* [Your goal]: Find the word "linear" in the records below. List each line containing it.

Dataset entries:
┏━━

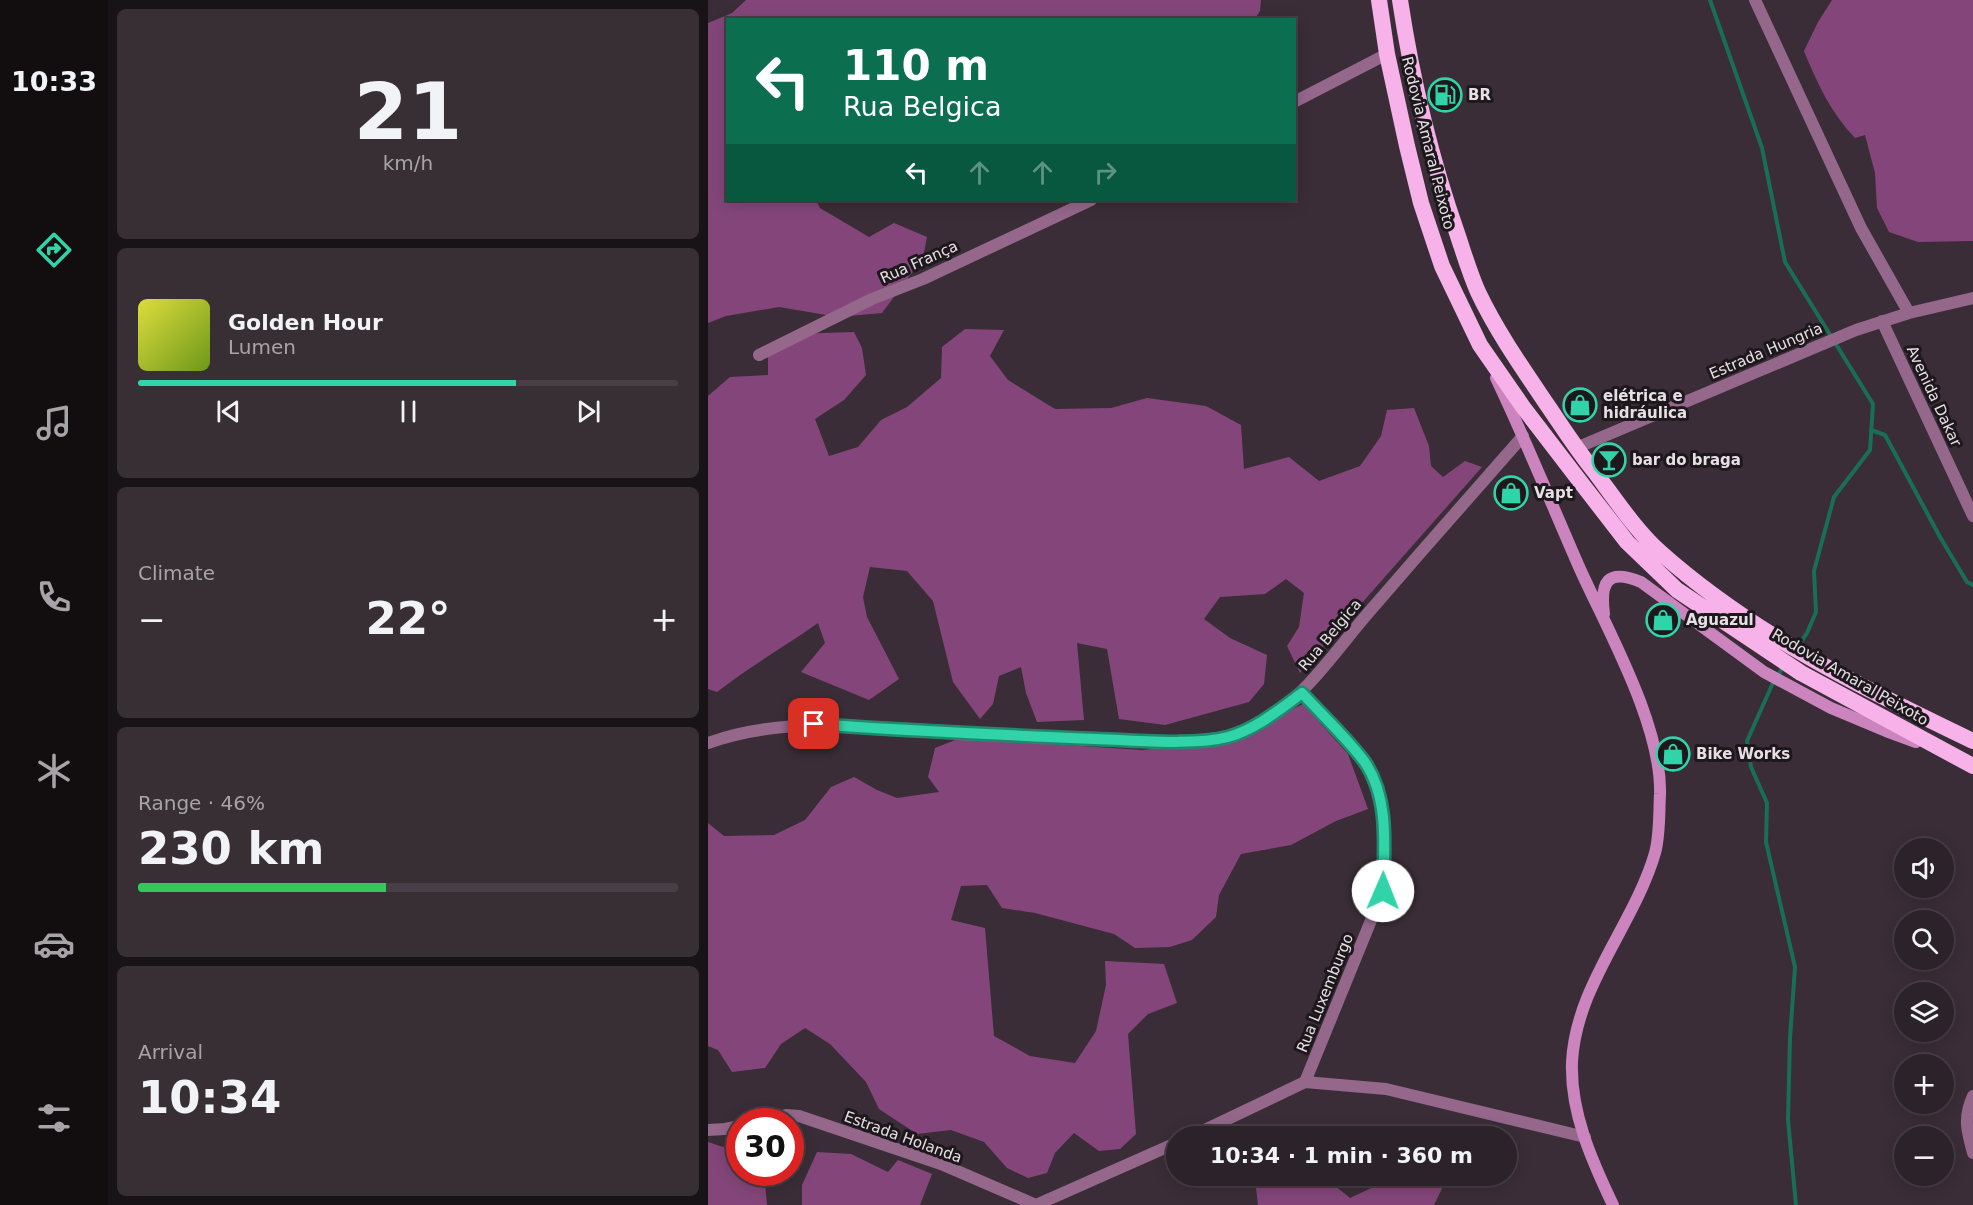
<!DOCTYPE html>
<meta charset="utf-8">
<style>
body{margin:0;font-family:"DejaVu Sans",sans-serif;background:#382f35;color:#f1f3f6;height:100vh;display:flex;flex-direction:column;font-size:22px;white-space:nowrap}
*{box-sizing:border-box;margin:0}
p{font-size:20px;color:#a6a4a8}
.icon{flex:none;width:33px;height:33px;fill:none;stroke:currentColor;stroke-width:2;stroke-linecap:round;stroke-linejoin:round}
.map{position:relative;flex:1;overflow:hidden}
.details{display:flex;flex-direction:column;gap:9px;padding:9px;background:#181317;width:600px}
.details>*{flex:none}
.top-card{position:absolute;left:18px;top:18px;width:570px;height:183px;border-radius:0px;box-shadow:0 3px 15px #0003,0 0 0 2px #483f46;background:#0b6e4f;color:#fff;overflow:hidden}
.controls{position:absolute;left:1186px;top:838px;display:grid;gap:12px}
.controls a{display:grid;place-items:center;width:60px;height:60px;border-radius:50%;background:#2c2229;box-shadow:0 3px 15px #0003,0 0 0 2px #483f46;font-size:30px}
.speed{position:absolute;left:18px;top:1108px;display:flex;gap:12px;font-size:30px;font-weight:700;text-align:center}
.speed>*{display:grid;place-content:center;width:78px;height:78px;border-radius:50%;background:#2c2229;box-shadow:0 3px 15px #0003,0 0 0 2px #483f46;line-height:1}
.speed .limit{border:9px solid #d22;background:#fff;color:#111}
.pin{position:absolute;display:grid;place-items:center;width:51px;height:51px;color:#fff;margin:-26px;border-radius:12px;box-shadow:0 3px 9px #0006}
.me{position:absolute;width:66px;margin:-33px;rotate:1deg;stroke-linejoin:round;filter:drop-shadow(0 0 4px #0008)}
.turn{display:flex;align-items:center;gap:21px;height:126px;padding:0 18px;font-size:27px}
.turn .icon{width:78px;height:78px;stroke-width:2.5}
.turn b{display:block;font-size:42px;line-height:51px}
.lanes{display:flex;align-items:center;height:57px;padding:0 18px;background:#0003;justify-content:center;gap:30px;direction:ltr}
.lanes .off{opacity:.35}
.big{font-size:45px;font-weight:800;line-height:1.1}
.details .tile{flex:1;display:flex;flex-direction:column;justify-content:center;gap:9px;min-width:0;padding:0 21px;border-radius:9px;background:#382f35}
.details .dial{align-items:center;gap:0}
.dial b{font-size:78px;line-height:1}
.song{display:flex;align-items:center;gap:18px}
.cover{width:72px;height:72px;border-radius:9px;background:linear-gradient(135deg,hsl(60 70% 55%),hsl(80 70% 35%))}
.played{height:6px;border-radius:3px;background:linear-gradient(90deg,#31d4a9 70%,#483f46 70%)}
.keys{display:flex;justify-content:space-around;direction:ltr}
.heat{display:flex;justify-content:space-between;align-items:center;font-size:33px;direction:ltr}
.charge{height:9px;border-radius:4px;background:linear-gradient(90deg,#34c759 46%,#483f46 0)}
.trip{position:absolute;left:458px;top:1126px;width:351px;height:60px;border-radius:30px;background:#2c2229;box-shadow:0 3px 15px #0003,0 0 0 2px #483f46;font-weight:800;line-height:60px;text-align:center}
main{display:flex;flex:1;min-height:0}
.tabs{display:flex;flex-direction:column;width:108px;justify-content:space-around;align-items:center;background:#120e10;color:#a6a4a8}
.tabs .icon{width:42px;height:42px}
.tabs .current{color:#31d4a9}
.tabs b{font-size:27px;color:#f1f3f6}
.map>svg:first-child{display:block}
.forest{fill:#84467a}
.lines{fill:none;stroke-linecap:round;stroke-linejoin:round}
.stream{stroke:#196e56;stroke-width:4}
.minor{stroke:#94678b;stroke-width:12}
.secondary{stroke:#cb84be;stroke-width:12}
.trunk{stroke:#f6b2e9;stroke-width:16}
.route-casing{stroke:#208a6e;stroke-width:15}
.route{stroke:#31d4a9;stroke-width:10}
.labels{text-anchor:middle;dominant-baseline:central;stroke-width:6;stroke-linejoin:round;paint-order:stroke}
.poi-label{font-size:15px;font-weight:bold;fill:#e7dfe5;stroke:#1d181c;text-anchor:start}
.street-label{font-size:15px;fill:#e7dfe5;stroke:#1d181c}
</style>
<main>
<nav class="tabs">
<b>10:33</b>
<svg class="icon current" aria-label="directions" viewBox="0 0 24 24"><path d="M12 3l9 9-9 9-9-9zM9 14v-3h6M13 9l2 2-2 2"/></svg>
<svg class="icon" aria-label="music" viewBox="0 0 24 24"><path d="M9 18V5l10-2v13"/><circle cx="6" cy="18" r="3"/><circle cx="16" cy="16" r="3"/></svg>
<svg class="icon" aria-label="phone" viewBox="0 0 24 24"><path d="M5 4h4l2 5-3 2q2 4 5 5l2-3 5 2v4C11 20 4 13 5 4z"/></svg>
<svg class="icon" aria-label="climate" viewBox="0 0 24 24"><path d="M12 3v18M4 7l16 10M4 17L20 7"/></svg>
<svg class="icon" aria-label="car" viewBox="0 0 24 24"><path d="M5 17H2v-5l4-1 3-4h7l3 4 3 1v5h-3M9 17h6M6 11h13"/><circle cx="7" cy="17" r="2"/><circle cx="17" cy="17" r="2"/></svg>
<svg class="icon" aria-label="filters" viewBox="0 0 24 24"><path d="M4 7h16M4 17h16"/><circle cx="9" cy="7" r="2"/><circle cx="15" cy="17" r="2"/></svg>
</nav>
<section class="details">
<div class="tile dial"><b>21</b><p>km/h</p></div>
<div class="tile">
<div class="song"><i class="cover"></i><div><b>Golden Hour</b><p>Lumen</p></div></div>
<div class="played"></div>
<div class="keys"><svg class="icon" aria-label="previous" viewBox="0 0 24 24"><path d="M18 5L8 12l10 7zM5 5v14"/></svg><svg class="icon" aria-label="pause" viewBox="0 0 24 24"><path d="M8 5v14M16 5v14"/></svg><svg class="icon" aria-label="next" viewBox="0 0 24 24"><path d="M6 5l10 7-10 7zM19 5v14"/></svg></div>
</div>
<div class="tile"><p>Climate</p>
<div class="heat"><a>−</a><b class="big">22°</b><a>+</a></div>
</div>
<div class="tile"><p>Range · 46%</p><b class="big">230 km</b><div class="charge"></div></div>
<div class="tile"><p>Arrival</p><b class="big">10:34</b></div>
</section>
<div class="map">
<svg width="1265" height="1205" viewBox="0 0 1265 1205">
<rect width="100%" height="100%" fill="#3a2d37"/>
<path class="forest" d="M38 0H553L552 11 546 20H20V200H108L112 208 161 237 186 223 219 237 215 258 174 313 130 317 71 307 18 316 0 323V23L24 13Z
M1124 0H1265V241L1210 242 1181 232 1169 208 1167 173 1157 135 1147 138C1123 113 1109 83 1096 51L1110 22Z
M257 329 296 330 282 356 300 380 347 409 403 408 439 398 498 406 533 425 536 469 581 457 611 481 652 466 673 436 679 410 706 408 721 446 723 466 735 477 757 461 774 467 592 673 579 646 591 627 596 593 578 579 557 594 512 597 496 619 522 638 559 655 556 684 541 702 457 725 411 719 399 649 369 643 376 720 329 722 318 693 313 667 291 676 285 704 272 719 245 682 225 601 199 571 162 567 155 597 159 617 191 679 161 700 93 672 117 643 110 623C76 647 41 667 9 692L0 689V396L22 377 60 375V347L86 334 146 332 154 348 158 375 136 400 107 419 121 456 150 447 173 420 199 407 233 378 234 347Z
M595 704 640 754 660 809 628 821 583 845 533 854 511 895 508 917 484 940 462 947 427 948 406 934 327 913 294 908 279 885 253 886 243 920 277 928 286 1036 322 1056 367 1063 388 1031 398 985 397 961 456 964 469 1003 440 1014 420 1034 428 1134 412 1149 391 1151 366 1133 347 1153 339 1173 320 1178 299 1168 276 1142 243 1130 209 1134 171 1109 158 1082 122 1044 97 1028 73 1044 57 1068 24 1072 10 1050 0 1046V823L16 836 66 835 97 820 123 787 146 777 169 790 189 798 231 792 220 777 227 748 252 738 434 750 517 741Z
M31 1136 32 1173H56L59 1205H0V1142L15 1147Z
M109 1152 143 1154 180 1172 190 1160 224 1174 212 1205H94V1185Z
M590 1176H615L642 1198 689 1176H740L726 1205H550L548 1188Z"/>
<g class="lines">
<path class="stream" d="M1002 0 1054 148 1077 262 1165 404 1162 450 1126 497 1106 571 1108 612 1099 633 1090 646
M1163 430 1177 435 1232 537 1259 582 1265 585
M1075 667 1064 685 1039 741 1043 767 1059 803 1058 842 1087 967 1082 1038 1080 1120 1088 1205"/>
<path class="minor" d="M1047 0 1153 228 1201 313
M586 102 679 54
M1174 321 1265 516
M51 355 164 299 215 279 383 200
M868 448 1148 330 1201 313 1265 298
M594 693 657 762 669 790 675 811 676 853 675 891 597 1082
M0 743C81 714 167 728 250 734 302 737 355 738 407 739 455 741 513 748 556 721 600 694 628 650 661 612 712 553 763 495 815 436
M1265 1096C1255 1117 1259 1131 1265 1153
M49 1122 78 1115 91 1116 233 1164 328 1205
M0 1130 17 1129 32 1126
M482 1137 597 1082 678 1089 877 1137
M328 1205 468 1143"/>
<path class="secondary" d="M788 378C818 441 844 505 872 569 900 631 954 726 952 794 951 812 952 835 947 853 926 925 868 985 864 1062 862 1112 884 1161 905 1205
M896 614C892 582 899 568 933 582L1056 672 1123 708 1178 731 1208 742"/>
<path class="trunk" d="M671 0 679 54 699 146 713 203 734 266 772 345 815 407 874 484 919 542 969 590 1093 673 1265 766
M692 0C704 80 723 159 750 236 756 254 762 274 770 292 789 332 815 369 840 406 855 428 869 450 886 471 905 496 928 531 952 552 1044 634 1154 688 1265 741"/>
</g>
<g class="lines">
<defs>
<path id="route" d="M106 724C200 731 294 735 388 739 426 740 485 746 520 737 548 729 571 710 594 693 614 715 638 737 656 761 682 798 676 849 675 891"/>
</defs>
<use href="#route" class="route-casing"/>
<use href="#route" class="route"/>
</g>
<defs>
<symbol id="fuel-ring" viewBox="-11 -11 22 22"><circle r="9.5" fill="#1d181c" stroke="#31d4a9" stroke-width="1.5"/><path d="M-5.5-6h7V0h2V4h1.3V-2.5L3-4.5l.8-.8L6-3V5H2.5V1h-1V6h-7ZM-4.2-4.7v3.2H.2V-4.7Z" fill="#31d4a9"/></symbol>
<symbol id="shop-ring" viewBox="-11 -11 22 22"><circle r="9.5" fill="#1d181c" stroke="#31d4a9" stroke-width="1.5"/><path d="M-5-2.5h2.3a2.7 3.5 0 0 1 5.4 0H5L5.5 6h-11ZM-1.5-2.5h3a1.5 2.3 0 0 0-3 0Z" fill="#31d4a9"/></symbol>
<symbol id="bar-ring" viewBox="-11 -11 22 22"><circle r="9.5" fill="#1d181c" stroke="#31d4a9" stroke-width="1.5"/><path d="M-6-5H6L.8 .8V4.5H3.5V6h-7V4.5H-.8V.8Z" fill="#31d4a9"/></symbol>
</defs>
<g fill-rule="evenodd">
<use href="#fuel-ring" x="718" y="76" width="38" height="38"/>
<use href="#shop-ring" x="853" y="386" width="38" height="38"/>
<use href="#bar-ring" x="882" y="441" width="38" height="38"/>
<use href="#shop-ring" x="784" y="474" width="38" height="38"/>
<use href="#shop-ring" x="936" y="601" width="38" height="38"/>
<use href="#shop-ring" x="946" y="735" width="38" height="38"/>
</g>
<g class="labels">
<g class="poi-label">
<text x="760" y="95">BR</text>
<text x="895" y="396">elétrica e<tspan x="895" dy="17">hidráulica</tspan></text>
<text x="924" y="460">bar do braga</text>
<text x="826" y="493">Vapt</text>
<text x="978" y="620">Aguazul</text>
<text x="988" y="754">Bike Works</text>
</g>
<g class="street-label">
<text transform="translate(720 143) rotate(76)">Rodovia Amaral Peixoto</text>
<text transform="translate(211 262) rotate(-24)">Rua França</text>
<text transform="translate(1058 351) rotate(-23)">Estrada Hungria</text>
<text transform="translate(1226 396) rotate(65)">Avenida Dakar</text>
<text transform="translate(622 635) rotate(-50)">Rua Belgica</text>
<text transform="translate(1142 677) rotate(30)">Rodovia Amaral Peixoto</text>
<text transform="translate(617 993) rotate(-68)">Rua Luxemburgo</text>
<text transform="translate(195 1137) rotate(20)">Estrada Holanda</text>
</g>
</g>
</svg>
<div class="controls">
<a><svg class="icon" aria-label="sound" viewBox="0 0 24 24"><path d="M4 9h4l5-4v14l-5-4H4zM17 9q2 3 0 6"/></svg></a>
<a><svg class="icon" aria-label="search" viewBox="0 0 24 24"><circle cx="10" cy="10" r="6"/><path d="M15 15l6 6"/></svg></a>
<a><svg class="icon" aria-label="layers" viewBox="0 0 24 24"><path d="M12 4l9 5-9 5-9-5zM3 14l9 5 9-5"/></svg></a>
<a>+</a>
<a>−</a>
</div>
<div class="speed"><div class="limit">30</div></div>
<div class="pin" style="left:106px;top:724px;background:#d93025"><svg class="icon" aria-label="arrive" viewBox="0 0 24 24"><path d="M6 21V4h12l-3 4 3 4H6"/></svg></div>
<svg class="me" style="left:675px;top:891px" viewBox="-20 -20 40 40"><circle r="19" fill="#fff"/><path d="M0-13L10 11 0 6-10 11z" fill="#31d4a9"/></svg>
<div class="trip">10:34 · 1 min · 360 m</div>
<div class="top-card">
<div class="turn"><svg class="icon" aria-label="left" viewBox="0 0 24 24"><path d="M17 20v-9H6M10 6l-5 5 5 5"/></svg><div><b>110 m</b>Rua Belgica</div></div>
<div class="lanes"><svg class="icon" aria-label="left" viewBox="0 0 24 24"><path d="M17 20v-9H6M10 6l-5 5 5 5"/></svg><svg class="icon off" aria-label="ahead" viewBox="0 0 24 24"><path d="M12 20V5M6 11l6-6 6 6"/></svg><svg class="icon off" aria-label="ahead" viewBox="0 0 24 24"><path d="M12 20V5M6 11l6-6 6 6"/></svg><svg class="icon off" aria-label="right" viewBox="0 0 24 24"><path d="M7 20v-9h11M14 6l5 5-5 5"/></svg></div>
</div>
</div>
</main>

┗━━

* [Your solution]:
.cover{width:72px;height:72px;border-radius:9px;background:linear-gradient(135deg,hsl(60 70% 55%),hsl(80 70% 35%))}
.played{height:6px;border-radius:3px;background:linear-gradient(90deg,#31d4a9 70%,#483f46 70%)}
.charge{height:9px;border-radius:4px;background:linear-gradient(90deg,#34c759 46%,#483f46 0)}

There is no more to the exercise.